1. Hukuk Dairesi         2009/2392 E.  ,  2009/5888 K.

    "İçtihat Metni"

    MAHKEMESİ : BAĞCILAR(KAPATILAN) 2. ASLİYE HUKUK MAHKEMESİ
    TARİHİ : 21/09/2005
    NUMARASI : 2003/568-2005/446

    Taraflar arasında görülen davada;
    Davacı,  kayden maliki  bulunduğu 10 imar  parsel  sayılı  taşınmaza, davalı  tarafından taşkın  yangın merdiveni  ve yük  asansörü  yapılmak  suretiyle  müdahale  edildiğini  ileri  sürerek  elatmanın önlenmesi ve  yıkım isteğinde  bulunmuştur.
    Davalı, davanın reddini  savunup,  temliken tescil  istemiştir.
    Mahkemece, davacı iddiası  sabit görülerek  davanın kabulüne karar  verilmiştir.
    Karar, davalı  tarafından süresinde temyiz edilmiş olmakla; Tetkik Hakimi  raporu okundu, düşüncesi alındı. Dosya incelendi, gereği görüşülüp, düşünüldü.
    Dava,  imar  parseline  elatmanın önlenmesi ve yıkım isteğine ilişkindir.
    Mahkemece,davanın   kabulüne  karar verilmiştir.
    Dosya  içeriği ve toplanan delillerden; taraflara  ait 10 ve 11 parsel  sayılı  taşınmazların  öncesi  paylı mülkiyet  üzere olan 271  sayılı  kadastral  parselin  şuyulandırmasından  oluştuğu, 10 sayılı parselin  davacıya, 11 sayılı parselin ise  taraflara  ve dava dışı  kişilere  ait olduğu  anlaşılmaktadır.
    Bilindiği üzere, yasal ayrıcalıkların dışında ayrılmaz parçanın (mütemmim cüz"ün) mülkiyeti ve buna bağlı olarak tasarruf hakkı üzerinde bulunduğu arza bağlıdır.
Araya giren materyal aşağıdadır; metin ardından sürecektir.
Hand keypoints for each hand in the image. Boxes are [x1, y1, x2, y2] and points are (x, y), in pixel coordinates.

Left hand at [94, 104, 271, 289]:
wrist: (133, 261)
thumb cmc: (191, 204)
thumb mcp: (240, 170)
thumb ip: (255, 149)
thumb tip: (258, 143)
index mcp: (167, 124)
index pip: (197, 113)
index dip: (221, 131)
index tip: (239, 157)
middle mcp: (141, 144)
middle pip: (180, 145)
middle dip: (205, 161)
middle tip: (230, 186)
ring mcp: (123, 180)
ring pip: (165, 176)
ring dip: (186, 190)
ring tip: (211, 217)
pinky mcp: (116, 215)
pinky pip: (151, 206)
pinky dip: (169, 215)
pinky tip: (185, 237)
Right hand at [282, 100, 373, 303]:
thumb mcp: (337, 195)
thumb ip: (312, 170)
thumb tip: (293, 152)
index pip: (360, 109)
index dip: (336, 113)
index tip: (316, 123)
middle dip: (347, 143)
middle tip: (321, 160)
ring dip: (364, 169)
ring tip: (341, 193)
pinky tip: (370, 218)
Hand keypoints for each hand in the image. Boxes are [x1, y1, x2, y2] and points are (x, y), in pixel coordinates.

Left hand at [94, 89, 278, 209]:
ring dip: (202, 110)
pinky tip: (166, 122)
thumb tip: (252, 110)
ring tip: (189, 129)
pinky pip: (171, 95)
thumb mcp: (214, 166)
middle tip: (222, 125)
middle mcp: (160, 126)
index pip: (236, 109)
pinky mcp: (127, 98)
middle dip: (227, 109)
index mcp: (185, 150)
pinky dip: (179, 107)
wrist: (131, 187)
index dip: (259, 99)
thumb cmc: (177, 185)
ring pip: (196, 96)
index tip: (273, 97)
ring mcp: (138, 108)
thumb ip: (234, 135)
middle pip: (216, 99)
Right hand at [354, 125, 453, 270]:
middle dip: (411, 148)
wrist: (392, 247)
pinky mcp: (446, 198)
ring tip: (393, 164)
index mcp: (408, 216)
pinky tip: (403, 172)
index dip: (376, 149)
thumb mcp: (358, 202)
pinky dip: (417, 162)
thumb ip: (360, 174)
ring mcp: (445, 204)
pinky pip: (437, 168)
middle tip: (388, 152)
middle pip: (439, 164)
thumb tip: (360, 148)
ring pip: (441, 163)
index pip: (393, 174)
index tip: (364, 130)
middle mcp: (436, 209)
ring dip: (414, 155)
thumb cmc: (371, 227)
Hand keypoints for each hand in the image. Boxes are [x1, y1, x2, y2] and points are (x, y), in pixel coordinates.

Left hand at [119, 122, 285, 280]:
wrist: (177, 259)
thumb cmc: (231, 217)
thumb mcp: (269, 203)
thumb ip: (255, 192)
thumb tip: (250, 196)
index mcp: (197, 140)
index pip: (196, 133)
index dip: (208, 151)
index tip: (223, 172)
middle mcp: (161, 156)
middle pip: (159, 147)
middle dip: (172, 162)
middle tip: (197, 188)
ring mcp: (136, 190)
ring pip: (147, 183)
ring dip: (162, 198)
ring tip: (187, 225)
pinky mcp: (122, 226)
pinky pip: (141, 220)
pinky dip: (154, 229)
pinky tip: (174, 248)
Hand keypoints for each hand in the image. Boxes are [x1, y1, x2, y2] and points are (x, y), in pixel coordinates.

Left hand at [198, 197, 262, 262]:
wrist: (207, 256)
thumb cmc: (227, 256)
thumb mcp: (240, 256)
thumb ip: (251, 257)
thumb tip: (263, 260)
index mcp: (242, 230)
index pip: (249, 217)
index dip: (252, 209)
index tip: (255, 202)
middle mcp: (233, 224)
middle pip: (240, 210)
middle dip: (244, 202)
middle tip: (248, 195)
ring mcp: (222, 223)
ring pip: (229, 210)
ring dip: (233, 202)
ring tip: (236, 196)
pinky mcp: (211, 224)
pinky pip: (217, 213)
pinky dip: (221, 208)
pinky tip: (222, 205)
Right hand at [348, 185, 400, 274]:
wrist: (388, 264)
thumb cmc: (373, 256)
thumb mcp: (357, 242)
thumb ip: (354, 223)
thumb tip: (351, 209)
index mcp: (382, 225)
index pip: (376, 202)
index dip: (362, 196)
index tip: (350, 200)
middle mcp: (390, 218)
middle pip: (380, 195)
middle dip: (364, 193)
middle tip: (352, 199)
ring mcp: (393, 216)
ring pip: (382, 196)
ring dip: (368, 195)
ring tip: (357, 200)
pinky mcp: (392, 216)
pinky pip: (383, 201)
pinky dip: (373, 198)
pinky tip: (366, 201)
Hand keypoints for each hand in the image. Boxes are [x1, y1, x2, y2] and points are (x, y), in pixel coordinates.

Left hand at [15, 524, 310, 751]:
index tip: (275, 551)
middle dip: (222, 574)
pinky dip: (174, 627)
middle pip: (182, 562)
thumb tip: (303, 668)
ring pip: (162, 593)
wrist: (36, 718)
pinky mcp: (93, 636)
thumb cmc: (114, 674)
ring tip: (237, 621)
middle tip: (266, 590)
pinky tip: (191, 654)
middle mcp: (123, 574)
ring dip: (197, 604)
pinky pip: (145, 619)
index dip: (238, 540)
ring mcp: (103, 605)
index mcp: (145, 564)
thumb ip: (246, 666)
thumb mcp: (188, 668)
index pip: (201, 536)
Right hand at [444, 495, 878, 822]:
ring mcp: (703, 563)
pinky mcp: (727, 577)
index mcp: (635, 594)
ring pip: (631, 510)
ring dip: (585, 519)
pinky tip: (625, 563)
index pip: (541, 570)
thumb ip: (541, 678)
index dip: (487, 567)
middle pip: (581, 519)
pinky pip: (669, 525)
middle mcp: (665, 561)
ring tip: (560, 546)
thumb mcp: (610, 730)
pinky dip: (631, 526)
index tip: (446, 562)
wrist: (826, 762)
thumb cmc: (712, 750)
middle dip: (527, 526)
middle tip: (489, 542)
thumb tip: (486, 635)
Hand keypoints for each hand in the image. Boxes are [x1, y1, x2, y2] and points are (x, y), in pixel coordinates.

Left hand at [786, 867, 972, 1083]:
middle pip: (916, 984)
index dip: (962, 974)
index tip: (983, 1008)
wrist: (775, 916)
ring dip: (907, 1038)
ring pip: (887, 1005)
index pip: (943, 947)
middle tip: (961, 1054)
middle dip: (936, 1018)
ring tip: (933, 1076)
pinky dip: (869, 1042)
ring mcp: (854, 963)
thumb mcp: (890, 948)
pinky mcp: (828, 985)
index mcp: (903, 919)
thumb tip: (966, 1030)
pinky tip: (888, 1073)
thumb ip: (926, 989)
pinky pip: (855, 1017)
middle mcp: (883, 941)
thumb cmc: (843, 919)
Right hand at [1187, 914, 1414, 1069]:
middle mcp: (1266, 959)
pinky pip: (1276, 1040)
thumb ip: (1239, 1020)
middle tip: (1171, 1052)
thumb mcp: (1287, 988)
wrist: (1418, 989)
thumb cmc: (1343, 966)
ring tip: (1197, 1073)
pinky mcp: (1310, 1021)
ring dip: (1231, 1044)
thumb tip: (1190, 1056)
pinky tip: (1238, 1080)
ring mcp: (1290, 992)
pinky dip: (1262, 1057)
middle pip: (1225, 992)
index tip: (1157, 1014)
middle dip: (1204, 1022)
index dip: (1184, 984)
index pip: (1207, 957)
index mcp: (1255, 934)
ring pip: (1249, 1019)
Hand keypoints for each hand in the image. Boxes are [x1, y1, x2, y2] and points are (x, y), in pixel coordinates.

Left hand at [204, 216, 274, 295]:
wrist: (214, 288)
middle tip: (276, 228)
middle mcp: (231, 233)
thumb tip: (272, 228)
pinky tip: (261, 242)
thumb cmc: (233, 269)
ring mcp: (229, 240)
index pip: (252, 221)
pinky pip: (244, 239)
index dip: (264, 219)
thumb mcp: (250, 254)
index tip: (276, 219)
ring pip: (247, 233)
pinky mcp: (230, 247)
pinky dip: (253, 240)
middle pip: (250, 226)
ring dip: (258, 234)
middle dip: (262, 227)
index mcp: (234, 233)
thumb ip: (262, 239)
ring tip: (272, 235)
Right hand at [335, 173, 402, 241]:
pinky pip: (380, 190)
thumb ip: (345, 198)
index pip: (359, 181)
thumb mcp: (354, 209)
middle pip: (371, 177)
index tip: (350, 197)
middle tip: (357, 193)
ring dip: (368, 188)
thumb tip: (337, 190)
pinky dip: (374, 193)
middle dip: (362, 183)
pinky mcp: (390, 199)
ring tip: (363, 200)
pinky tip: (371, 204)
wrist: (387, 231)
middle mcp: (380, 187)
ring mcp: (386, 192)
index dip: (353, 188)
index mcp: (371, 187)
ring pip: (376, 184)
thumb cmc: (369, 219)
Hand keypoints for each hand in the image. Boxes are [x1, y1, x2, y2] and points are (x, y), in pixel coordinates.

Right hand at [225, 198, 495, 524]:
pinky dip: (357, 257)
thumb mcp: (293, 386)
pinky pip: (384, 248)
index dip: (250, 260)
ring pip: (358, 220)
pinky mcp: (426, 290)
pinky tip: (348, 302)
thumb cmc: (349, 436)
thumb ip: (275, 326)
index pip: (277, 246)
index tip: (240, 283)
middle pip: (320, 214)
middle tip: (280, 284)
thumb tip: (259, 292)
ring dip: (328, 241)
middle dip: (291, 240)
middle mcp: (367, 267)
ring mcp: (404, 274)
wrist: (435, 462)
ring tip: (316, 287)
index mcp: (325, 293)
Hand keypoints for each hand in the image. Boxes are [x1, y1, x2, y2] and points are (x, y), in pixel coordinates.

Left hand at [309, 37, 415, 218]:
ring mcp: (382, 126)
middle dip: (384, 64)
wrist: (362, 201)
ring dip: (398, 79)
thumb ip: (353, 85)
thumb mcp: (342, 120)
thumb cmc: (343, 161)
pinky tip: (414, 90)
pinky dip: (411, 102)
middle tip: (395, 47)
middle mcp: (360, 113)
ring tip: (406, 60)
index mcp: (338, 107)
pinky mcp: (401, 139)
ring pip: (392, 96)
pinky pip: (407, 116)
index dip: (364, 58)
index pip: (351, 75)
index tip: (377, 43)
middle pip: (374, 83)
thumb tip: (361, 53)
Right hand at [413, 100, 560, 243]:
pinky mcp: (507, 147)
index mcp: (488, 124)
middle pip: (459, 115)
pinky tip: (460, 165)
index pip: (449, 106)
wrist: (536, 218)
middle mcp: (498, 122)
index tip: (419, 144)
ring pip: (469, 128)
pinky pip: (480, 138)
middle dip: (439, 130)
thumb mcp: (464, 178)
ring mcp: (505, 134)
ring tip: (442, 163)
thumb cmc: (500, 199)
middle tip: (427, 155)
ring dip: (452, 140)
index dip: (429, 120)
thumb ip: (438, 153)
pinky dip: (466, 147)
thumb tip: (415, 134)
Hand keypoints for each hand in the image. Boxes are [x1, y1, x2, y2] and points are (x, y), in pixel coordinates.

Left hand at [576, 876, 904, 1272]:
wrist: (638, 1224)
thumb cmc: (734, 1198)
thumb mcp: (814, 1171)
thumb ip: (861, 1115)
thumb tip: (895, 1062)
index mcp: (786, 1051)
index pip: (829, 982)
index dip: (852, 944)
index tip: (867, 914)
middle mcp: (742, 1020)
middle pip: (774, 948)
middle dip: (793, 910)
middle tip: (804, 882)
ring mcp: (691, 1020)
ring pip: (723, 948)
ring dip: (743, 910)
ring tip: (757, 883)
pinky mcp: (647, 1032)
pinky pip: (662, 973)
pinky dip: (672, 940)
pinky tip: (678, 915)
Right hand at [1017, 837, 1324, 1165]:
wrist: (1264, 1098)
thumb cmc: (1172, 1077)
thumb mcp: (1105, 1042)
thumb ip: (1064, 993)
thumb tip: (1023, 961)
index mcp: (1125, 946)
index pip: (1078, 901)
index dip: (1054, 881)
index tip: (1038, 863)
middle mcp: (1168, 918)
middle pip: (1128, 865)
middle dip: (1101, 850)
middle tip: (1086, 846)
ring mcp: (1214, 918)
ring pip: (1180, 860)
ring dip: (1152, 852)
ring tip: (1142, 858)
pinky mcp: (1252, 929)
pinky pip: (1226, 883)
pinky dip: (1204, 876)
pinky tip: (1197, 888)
Bu husus M.K.nun 684. maddesinde açıkca vurgulanmıştır. Ne varki, yürürlükten kalkmış olan 6785 sayılı yasanın l605 sayılı yasa ile değişik 42/c ve halen yürürlükte bulunan 3l94 sayılı imar yasasının l8. maddelerinde özel hükümler getirilmek suretiyle ayrılmaz parça (mütemmim cüz) olan yapı ile arz arasındaki hukuki ilişki kesilmiş bazı durumlarda yapı,  üzerinde bulunduğu yerin malikinden başkasına bırakılarak imar parsellerinin oluşturulabileceği öngörülmüştür. Böylece yapıların bedelleri ilgili parsel sahiplerince yapı sahibine ödenmediği veya aralarında bu yönde bir anlaşma yapılmadığı yada ortaklığın giderilmesi davası açılmadığı sürece bu yapıların ömürlerini dolduruncaya kadar eski sahiplerine kullanma imkanı  sağlanmıştır.
    Öte yandan, zeminin maliki olan kişinin taşınmazı bizzat kullanma yetkisi sınırlanmış, ayrılmaz parça (mütemmim cüz) durumunda olan yapı üzerinde tasarruf etme gücü özel yasa ile kısıtlanmıştır. 
     298l sayılı yasanın 3290 sayılı yasa ile değişik l0/c maddesi de aynı doğrultuda hüküm getirmiştir.
    Gerçekten, bir kimse kendisine veya yasanın himaye ettiği bir hakka dayanarak üçüncü bir şahsa ait bir taşınmaz üzerine ayrılmaz parça (mütemmim cüz) niteliğinde yapı inşaa etmiş imar uygulaması sonucu bu yer davacıya ait imar parseli içerisinde kalmış ise, kendi arzu ve iradesi dışında idari kararla oluşan bir durum söz konusu olduğundan kusurlu sayılamaz. İşte bu nedenle yukarıda değinildiği gibi yasa koyucu imar parseli malikine karşı yapı sahibini koruma zorunluluğunu duymuştur. 
    Somut olayda , çekişmeli  yerdeki  muhtesatın  imar şuyulandırmasından  önce  mi yoksa  sonra mı  yapıldığı  anlaşılamamaktadır.
    Hal böyle olunca, yukarda belirtilen  ilkeler  çerçevesinde  inceleme ve araştırmanın  yapılması,  delillerin toplanması   ve  değerlendirilmesi , sonucuna göre bir  karar verilmesi gerekirken, eksik  soruşturmayla  yetinilerek  yazılı  olduğu üzere  hüküm  kurulması  doğru  değildir.
    Davalının temyiz  itirazları  yerindedir. Kabulü ile  hükmün  açıklanan  nedenlerden  ötürü HUMK"nun 428. maddesi   gereğince  BOZULMASINA, alınan peşin harcın temyiz edene geri verilmesine, 25.5.2009 tarihinde  oybirliğiyle karar verildi.

     

    Sayın kullanıcılarımız, siteden kaldırılmasını istediğiniz karar için veya isim düzeltmeleri için bilgi@abakusyazilim.com.tr adresine mail göndererek bildirimde bulunabilirsiniz.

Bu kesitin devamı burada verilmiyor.